Background: Although insulin resistance in obesity is established, the link between excess body fat and skeletal muscle insulin resistance is obscure. The aim of this study was to investigate whether cytokines secreted from the subcutaneous adipose tissue are related to the sensitivity of glucose metabolism to insulin in skeletal muscle.

Methods: A meal was given to 14 obese and 10 non-obese women. Plasma samples were taken for 360 min from a forearm vein and from the radial artery for glucose and insulin measurements. Interleukin-6, leptin, TNFα, resistin and adiponectin were measured preprandially from the radial artery and from the superficial epigastric vein. Forearm blood flow was measured with plethysmography.

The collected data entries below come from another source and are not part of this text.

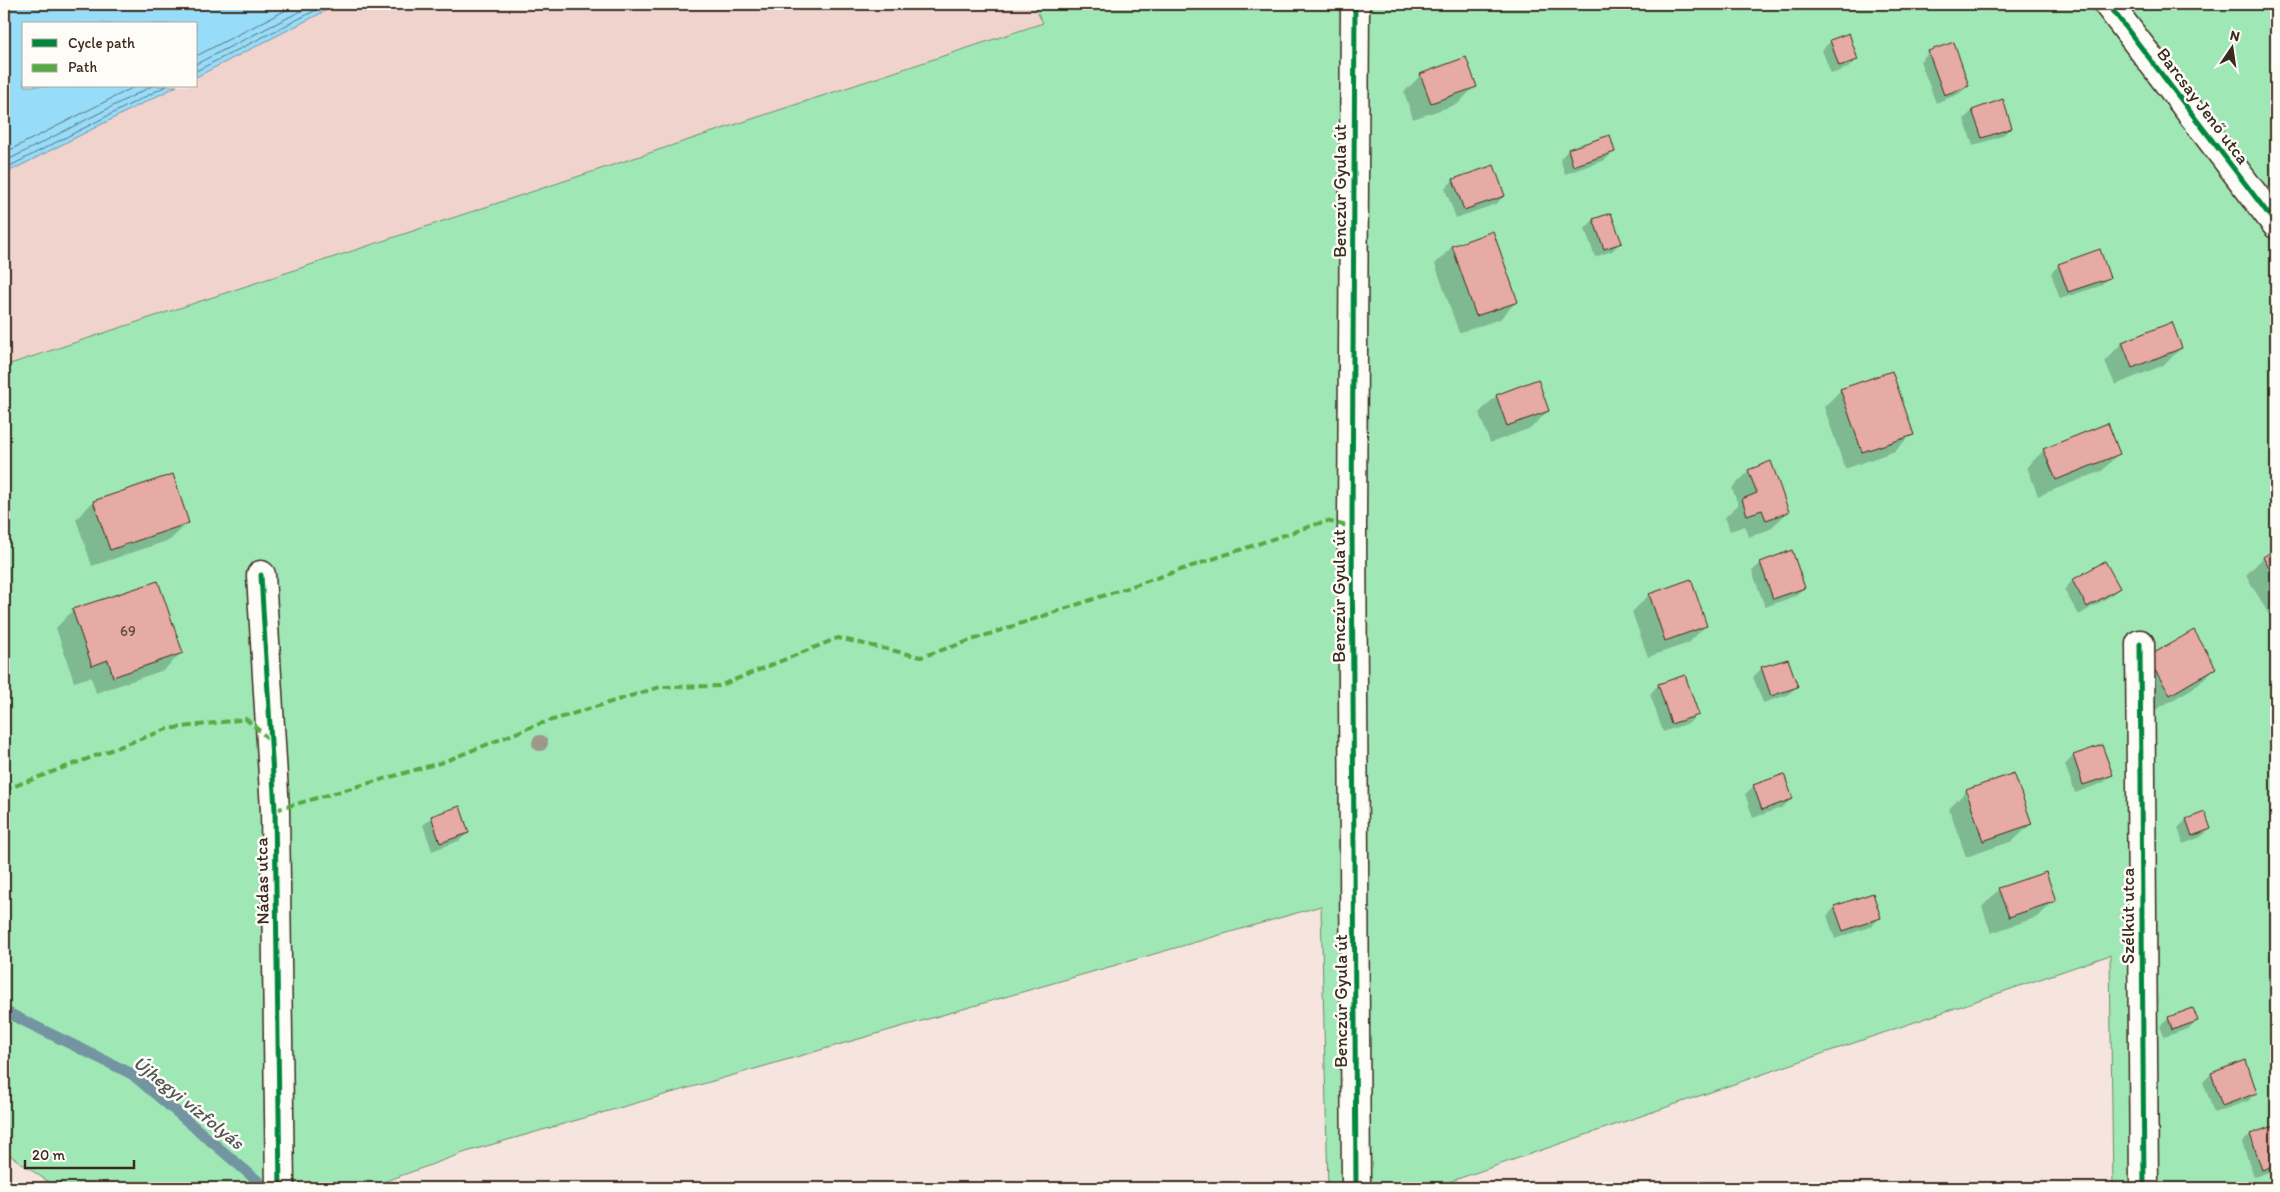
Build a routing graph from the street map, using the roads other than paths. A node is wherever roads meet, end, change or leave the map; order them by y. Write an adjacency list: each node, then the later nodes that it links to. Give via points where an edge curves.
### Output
1 (1355, 4): 7 (street, Benczúr Gyula út, via 1352,537)
2 (2108, 4): 3 (street, Barcsay Jenő utca)
3 (2276, 224)
4 (261, 575): 6 (street, Nádas utca, via 275,810)
5 (2140, 644): 8 (street, Szélkút utca)
6 (280, 1188)
7 (1356, 1188)
8 (2144, 1188)

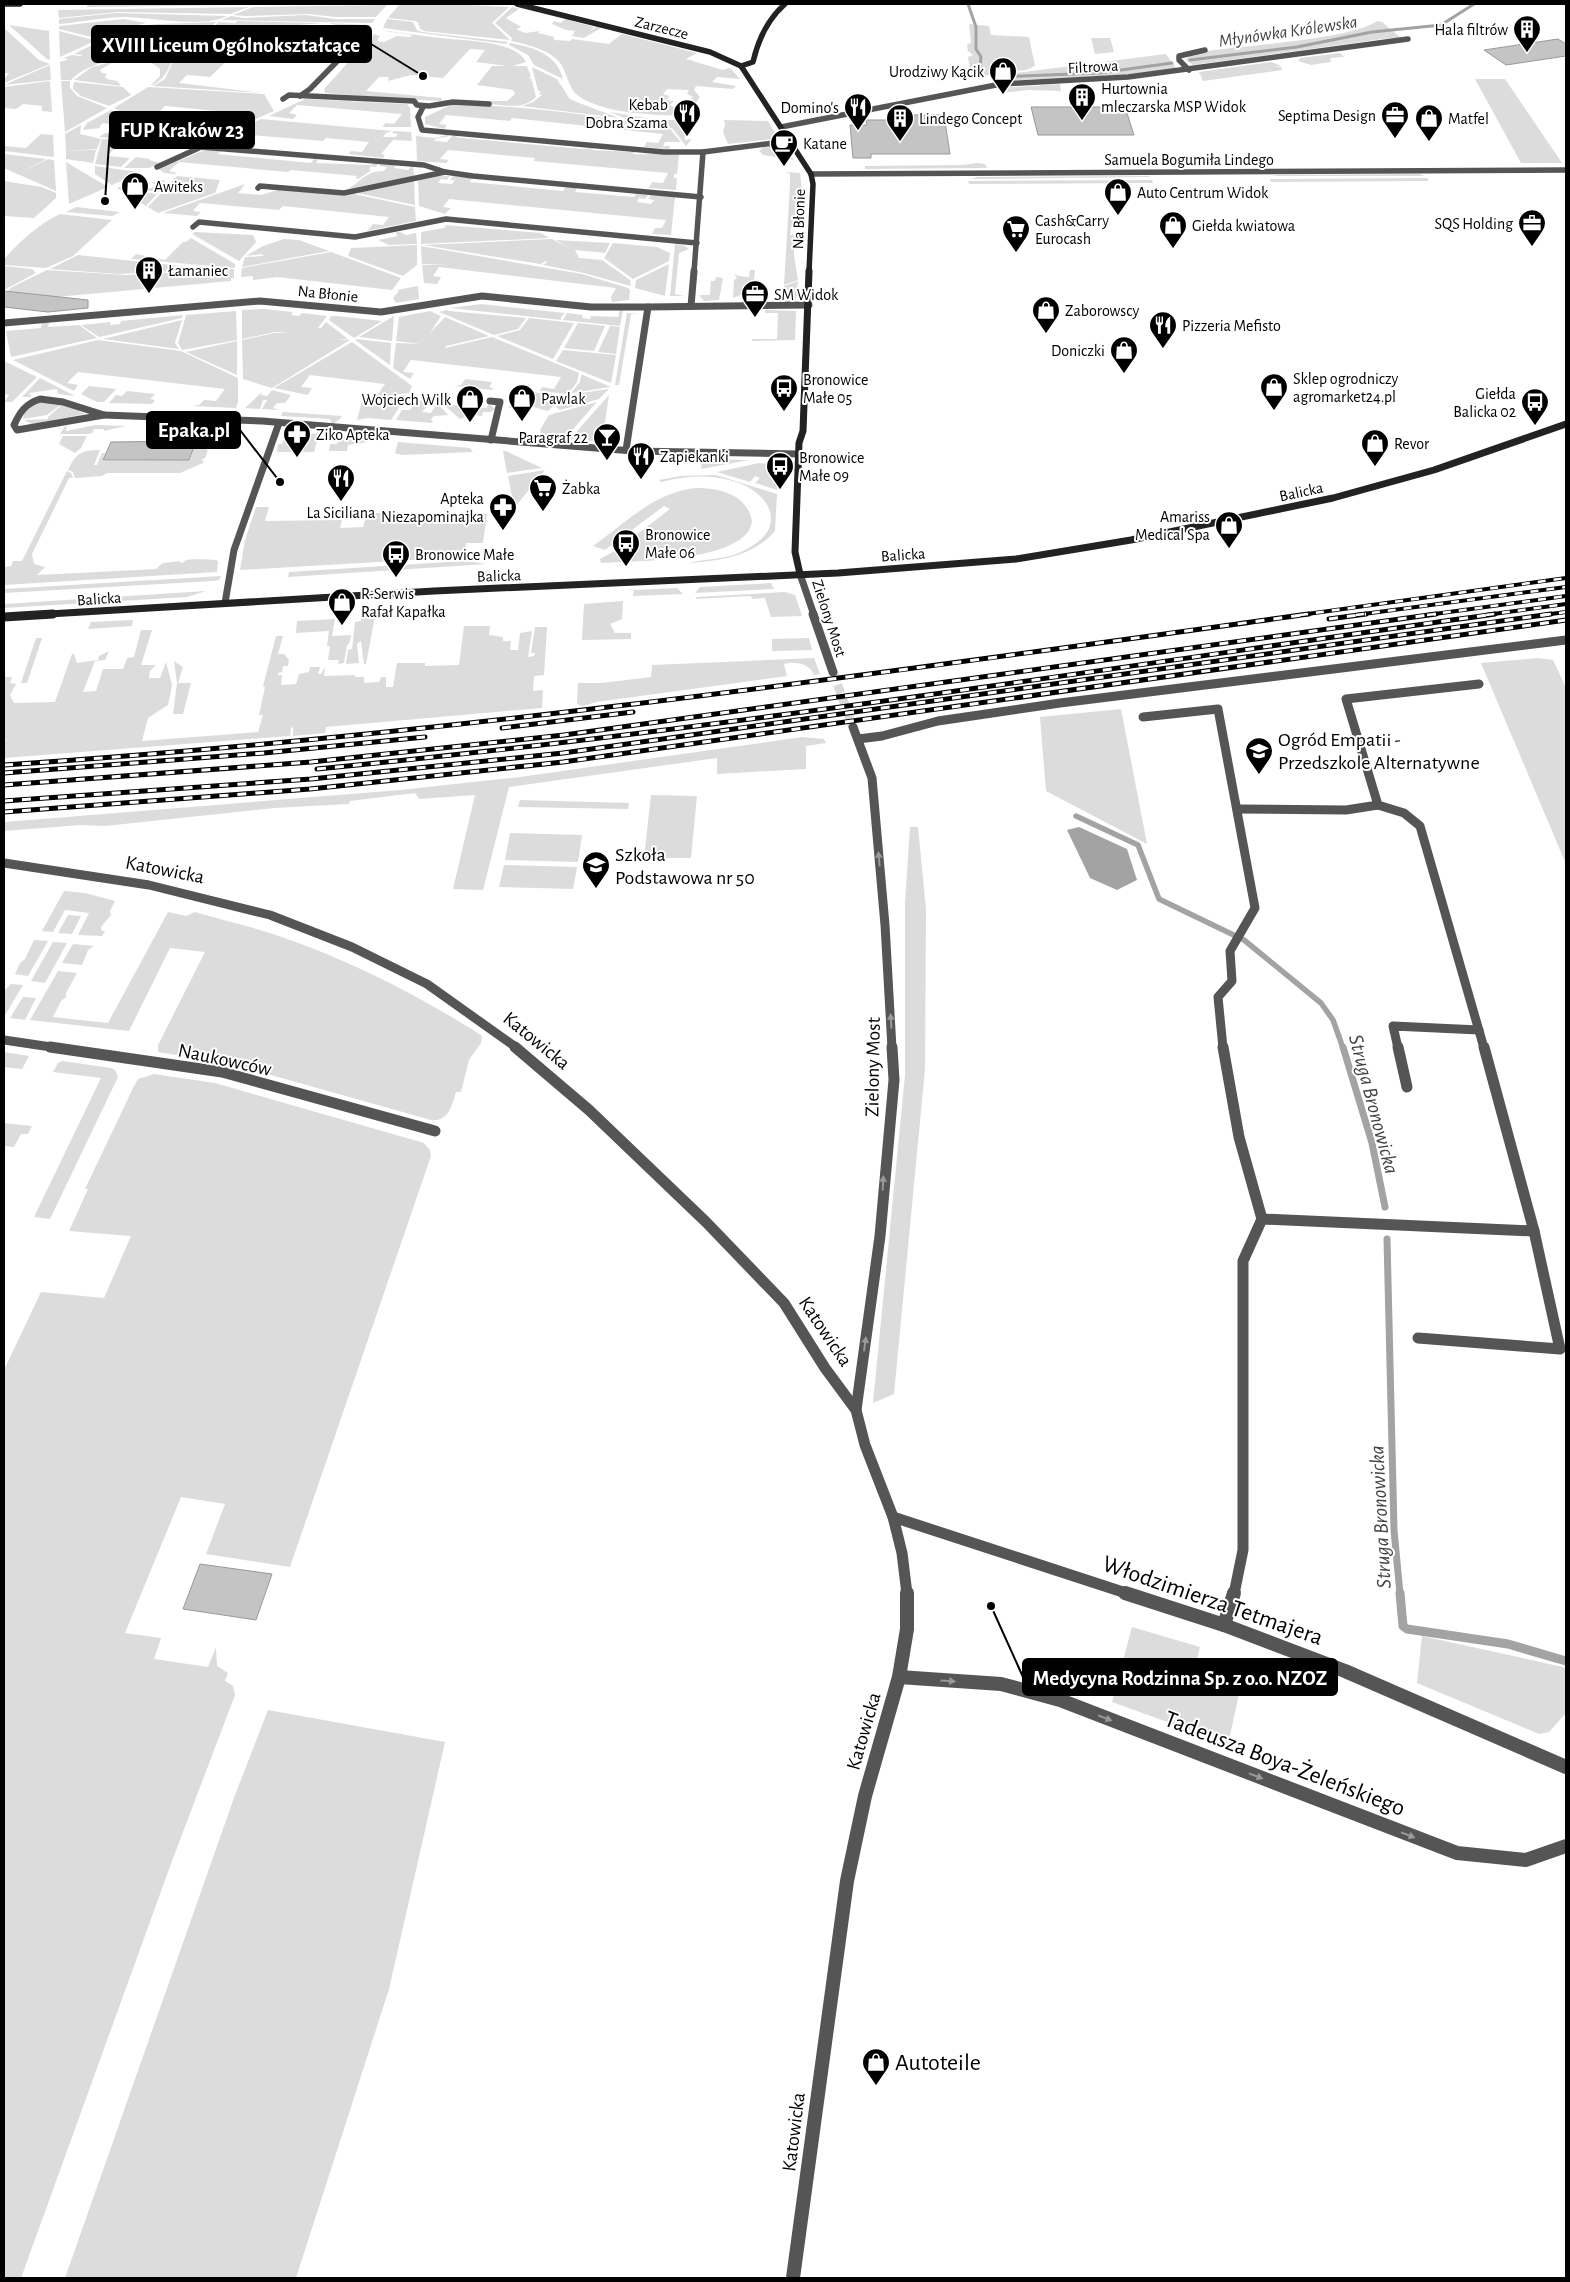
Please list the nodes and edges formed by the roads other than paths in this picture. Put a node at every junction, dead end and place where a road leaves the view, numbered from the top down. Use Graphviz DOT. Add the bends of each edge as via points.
graph roads {
  1 [pos="4,4"];
  2 [pos="20,4"];
  3 [pos="517,4"];
  4 [pos="535,4"];
  5 [pos="785,4"];
  6 [pos="530,6"];
  7 [pos="359,39"];
  8 [pos="1408,39"];
  9 [pos="1205,50"];
  10 [pos="741,66"];
  11 [pos="1189,70"];
  12 [pos="300,96"];
  13 [pos="283,99"];
  14 [pos="489,104"];
  15 [pos="423,107"];
  16 [pos="781,127"];
  17 [pos="790,141"];
  18 [pos="703,152"];
  19 [pos="157,167"];
  20 [pos="1566,170"];
  21 [pos="445,172"];
  22 [pos="811,174"];
  23 [pos="258,188"];
  24 [pos="701,197"];
  25 [pos="193,227"];
  26 [pos="697,243"];
  27 [pos="808,305"];
  28 [pos="691,306"];
  29 [pos="648,307"];
  30 [pos="4,323"];
  31 [pos="490,401"];
  32 [pos="104,415"];
  33 [pos="279,423"];
  34 [pos="1566,424"];
  35 [pos="491,440"];
  36 [pos="626,450"];
  37 [pos="799,454"];
  38 [pos="800,574"];
  39 [pos="225,604"];
  40 [pos="4,617"];
  41 [pos="1566,640"];
  42 [pos="832,672"];
  43 [pos="1479,684"];
  44 [pos="1143,717"];
  45 [pos="853,727"];
  46 [pos="858,739"];
  47 [pos="1378,804"];
  48 [pos="1238,809"];
  49 [pos="4,863"];
  50 [pos="1479,1030"];
  51 [pos="4,1040"];
  52 [pos="1407,1087"];
  53 [pos="436,1131"];
  54 [pos="1262,1219"];
  55 [pos="1534,1231"];
  56 [pos="1418,1338"];
  57 [pos="856,1410"];
  58 [pos="893,1517"];
  59 [pos="1224,1625"];
  60 [pos="899,1677"];
  61 [pos="1565,1764"];
  62 [pos="1566,1846"];
  63 [pos="793,2278"];
  1 -- 2 [label="street"];
  3 -- 6 [label="street, Zarzecze"];
  4 -- 6 [label="street"];
  5 -- 10 [label="street" via="773,16 757,44 753,62"];
  6 -- 10 [label="street, Zarzecze" via="710,52"];
  7 -- 12 [label="street"];
  8 -- 11 [label="street, Filtrowa"];
  9 -- 11 [label="street" via="1179,56"];
  10 -- 16 [label="street, Na Błonie"];
  11 -- 16 [label="street, Filtrowa" via="1128,77 994,84"];
  12 -- 13 [label="street"];
  12 -- 15 [label="street" via="414,101"];
  14 -- 15 [label="street" via="447,102"];
  15 -- 18 [label="street" via="418,117 422,130 664,152"];
  16 -- 17 [label="street, Na Błonie"];
  17 -- 18 [label="street"];
  17 -- 22 [label="street, Na Błonie"];
  18 -- 24 [label="street"];
  19 -- 21 [label="street" via="201,147 416,164"];
  20 -- 22 [label="street, Samuela Bogumiła Lindego"];
  21 -- 23 [label="street" via="348,193"];
  21 -- 24 [label="street"];
  22 -- 27 [label="street, Na Błonie"];
  24 -- 26 [label="street"];
  25 -- 26 [label="street" via="199,222 360,236 446,219"];
  26 -- 28 [label="street"];
  27 -- 28 [label="street, Na Błonie"];
  27 -- 37 [label="street, Na Błonie" via="803,431"];
  28 -- 29 [label="street, Na Błonie"];
  29 -- 30 [label="street, Na Błonie" via="591,307 482,296 382,312 260,301"];
  29 -- 36 [label="street"];
  31 -- 35 [label="street" via="500,402"];
  32 -- 32 [label="street" via="34,429 15,429 14,425 20,412 32,401 40,399 63,400"];
  32 -- 33 [label="street"];
  33 -- 35 [label="street"];
  33 -- 39 [label="street" via="234,550"];
  34 -- 38 [label="street, Balicka" via="1377,487 1162,534 1016,558"];
  35 -- 36 [label="street"];
  36 -- 37 [label="street"];
  37 -- 38 [label="street, Na Błonie" via="795,552"];
  38 -- 39 [label="street, Balicka"];
  38 -- 42 [label="street, Zielony Most"];
  39 -- 40 [label="street, Balicka"];
  41 -- 46 [label="street" via="1051,705 938,721"];
  43 -- 47 [label="street" via="1346,699"];
  44 -- 48 [label="street" via="1218,709"];
  45 -- 46 [label="street, Zielony Most"];
  57 -- 46 [label="street, Zielony Most, one-way" via="880,1236 894,1080 874,795 868,764"];
  47 -- 48 [label="street" via="1346,810"];
  47 -- 50 [label="street" via="1404,813 1420,826"];
  48 -- 54 [label="street" via="1254,908 1230,951 1232,981 1218,997 1220,1038 1239,1143"];
  49 -- 57 [label="street, Katowicka" via="149,885 270,915 352,947 427,984 531,1059 706,1222 784,1303"];
  50 -- 52 [label="street" via="1394,1026"];
  50 -- 55 [label="street"];
  51 -- 53 [label="street, Naukowców" via="222,1072"];
  54 -- 55 [label="street"];
  54 -- 59 [label="street" via="1244,1261 1243,1550"];
  55 -- 56 [label="street" via="1560,1349"];
  57 -- 58 [label="street, Katowicka" via="865,1445"];
  58 -- 59 [label="street, Włodzimierza Tetmajera"];
  58 -- 60 [label="street, Katowicka" via="907,1575 908,1598 907,1630"];
  59 -- 61 [label="street, Włodzimierza Tetmajera" via="1345,1671"];
  60 -- 62 [label="street, Tadeusza Boya-Żeleńskiego, one-way" via="1001,1684 1060,1700 1457,1853 1526,1860"];
  60 -- 63 [label="street, Katowicka" via="864,1796 847,1881"];
}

Results: (1) In obese vs non-obese: (a) Glucose uptake by skeletal muscle was decreased (AUC_0–360369±55 vs. 877±146 μmol/100 g tissue, p=0.001) (b) arterial interleukin-6 (2.5±0.5 vs. 1±0.1 pg/ml, p=0.013) and subcutaneous venous interleukin-6 (5±0.5 vs. 3.4±0.5 pg/ml, p=0.027) were increased (c) arterial leptin (63±7 vs. 5±0.6 ng/ml, p<0.0001) and subcutaneous venous leptin 80±8 vs. 6.5±0.7 ng/ml, p<0.0001) were increased. (2) Arterial interleukin-6 (p=0.002) and subcutaneous venous interleukin-6 (p=0.014) were negatively associated with forearm glucose uptake in obese. (3) No association was found between leptin and forearm glucose uptake, after correcting with fat mass.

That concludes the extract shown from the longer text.